I hear that you and your band have sold your harpsichord and bought an oboe.
I hear that you and your band have sold your oboe and bought a harpsichord.
I hear everybody that you know is more relevant than everybody that I know.
But have you seen my records?
Curtis Mayfield,
Fifty Foot Hose,
Kurtis Blow,
David Bowie,
Country Teasers,
John Holt,
The Mummies,
The Toasters,
The Neon Judgement,
Aloha Tigers,
Charles Mingus,
Cal Tjader,
Tropical Tobacco,
Grey Daturas,
Steve Hackett,
Royal Trux,
The Happenings,
Dennis Brown,
Rekid,
Negative Approach,
Swell Maps,
Main Source,
Gerry Rafferty,
Chris & Cosey,
X-102,
The Seeds,
Livin' Joy,
Byron Stingily,
Hasil Adkins,
Mo-Dettes,
kango's stein massive,
Visionaries,LMNO, T- Love & Iriscience,
Leonard Cohen,
Grandmaster Flash,
The West Coast Pop Art Experimental Band,
Ludus,
Warren Ellis,
Crispian St. Peters,
PIL,
Nation of Ulysses,
The Men They Couldn't Hang,
Schoolly D,
Kas Product,
Henry Cow,
These Immortal Souls,
Neil Young & Crazy Horse,
Marine Girls,
Y Pants,
The Blackbyrds,
Lou Reed & John Cale,
Television,
Panda Bear,
The Young Rascals,
Cecil Taylor,
Skarface,
Lou Reed & Metallica,
Can,
Eve St. Jones,
The Litter,
Strawberry Alarm Clock,
T. Rex,
Marc Romboy vs. Booka Shade, Marc Romboy vs. Booka Shade, Marc Romboy vs. Booka Shade, Marc Romboy vs. Booka Shade.

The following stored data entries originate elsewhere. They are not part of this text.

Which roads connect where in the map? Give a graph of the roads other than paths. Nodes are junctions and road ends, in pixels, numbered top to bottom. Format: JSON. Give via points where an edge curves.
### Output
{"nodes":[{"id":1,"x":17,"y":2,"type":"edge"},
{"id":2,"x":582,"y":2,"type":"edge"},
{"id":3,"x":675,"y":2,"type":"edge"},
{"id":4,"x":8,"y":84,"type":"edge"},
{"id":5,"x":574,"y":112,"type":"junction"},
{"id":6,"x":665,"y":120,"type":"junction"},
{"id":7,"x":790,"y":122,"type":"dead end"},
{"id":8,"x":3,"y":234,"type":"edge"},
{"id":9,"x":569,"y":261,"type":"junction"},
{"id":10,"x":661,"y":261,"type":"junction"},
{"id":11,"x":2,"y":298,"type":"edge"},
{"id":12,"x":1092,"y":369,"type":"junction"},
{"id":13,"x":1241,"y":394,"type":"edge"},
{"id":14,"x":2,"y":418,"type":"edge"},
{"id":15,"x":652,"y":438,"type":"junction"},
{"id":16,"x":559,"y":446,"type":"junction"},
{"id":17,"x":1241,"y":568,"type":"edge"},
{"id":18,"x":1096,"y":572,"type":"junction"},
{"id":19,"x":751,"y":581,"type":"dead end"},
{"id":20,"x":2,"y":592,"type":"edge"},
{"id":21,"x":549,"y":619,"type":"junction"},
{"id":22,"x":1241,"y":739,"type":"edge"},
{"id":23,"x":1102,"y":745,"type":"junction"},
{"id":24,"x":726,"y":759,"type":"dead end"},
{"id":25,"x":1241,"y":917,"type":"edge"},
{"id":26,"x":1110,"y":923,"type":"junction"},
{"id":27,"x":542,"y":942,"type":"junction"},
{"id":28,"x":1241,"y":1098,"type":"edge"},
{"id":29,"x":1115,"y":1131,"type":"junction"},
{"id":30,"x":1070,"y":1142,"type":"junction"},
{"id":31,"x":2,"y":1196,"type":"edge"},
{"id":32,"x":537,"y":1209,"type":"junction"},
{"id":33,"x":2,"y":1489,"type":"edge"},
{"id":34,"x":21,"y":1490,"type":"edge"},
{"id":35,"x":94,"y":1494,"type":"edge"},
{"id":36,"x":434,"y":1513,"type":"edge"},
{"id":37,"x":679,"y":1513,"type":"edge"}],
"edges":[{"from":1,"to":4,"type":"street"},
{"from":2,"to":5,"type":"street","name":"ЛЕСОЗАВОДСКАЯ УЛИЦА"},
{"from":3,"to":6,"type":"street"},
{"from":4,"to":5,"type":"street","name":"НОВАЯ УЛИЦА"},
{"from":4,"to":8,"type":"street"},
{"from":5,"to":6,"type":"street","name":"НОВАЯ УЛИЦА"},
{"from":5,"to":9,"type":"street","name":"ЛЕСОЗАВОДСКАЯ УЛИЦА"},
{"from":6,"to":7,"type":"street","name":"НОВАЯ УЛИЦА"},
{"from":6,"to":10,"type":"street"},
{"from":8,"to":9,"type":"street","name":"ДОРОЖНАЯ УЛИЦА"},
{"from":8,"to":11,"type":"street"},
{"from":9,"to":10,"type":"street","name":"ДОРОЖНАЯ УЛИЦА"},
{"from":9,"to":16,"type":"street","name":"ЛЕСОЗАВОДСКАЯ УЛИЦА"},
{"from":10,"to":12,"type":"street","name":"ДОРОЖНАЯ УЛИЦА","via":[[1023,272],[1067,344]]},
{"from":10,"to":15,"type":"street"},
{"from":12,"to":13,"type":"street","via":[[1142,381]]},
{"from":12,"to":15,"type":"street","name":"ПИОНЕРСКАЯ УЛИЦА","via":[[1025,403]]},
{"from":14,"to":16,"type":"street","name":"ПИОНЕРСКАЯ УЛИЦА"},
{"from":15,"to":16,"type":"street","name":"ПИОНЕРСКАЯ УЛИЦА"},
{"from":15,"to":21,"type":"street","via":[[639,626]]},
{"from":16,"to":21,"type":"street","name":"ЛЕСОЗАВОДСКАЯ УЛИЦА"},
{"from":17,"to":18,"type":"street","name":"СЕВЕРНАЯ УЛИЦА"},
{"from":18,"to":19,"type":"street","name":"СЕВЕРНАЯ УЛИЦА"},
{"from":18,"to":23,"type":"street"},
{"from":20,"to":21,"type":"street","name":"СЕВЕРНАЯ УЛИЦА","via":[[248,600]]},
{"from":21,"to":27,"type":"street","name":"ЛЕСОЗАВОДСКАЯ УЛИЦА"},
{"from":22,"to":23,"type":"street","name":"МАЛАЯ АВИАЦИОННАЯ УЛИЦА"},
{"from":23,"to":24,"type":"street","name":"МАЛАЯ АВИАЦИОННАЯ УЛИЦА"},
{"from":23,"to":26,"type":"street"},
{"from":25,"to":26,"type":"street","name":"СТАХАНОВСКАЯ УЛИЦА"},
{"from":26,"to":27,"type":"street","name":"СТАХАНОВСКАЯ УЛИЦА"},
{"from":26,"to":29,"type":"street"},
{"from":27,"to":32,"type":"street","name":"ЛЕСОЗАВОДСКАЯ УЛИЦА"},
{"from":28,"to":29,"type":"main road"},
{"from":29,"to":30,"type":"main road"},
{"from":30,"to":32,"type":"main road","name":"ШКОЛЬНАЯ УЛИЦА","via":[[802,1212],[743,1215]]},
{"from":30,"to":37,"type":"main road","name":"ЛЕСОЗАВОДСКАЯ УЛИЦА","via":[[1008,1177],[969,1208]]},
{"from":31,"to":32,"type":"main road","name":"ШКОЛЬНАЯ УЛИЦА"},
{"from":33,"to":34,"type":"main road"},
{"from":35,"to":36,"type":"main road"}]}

You don't know what you really want.
You don't know what you really want.
You don't know what you really want.
You don't know what you really want.
You don't know what you really want.
You don't know what you really want.
You don't know what you really want.
You don't know what you really want.
You don't know what you really want.
You don't know what you really want.
You don't know what you really want.
You don't know what you really want.
You don't know what you really want.
You don't know what you really want.
You don't know what you really want.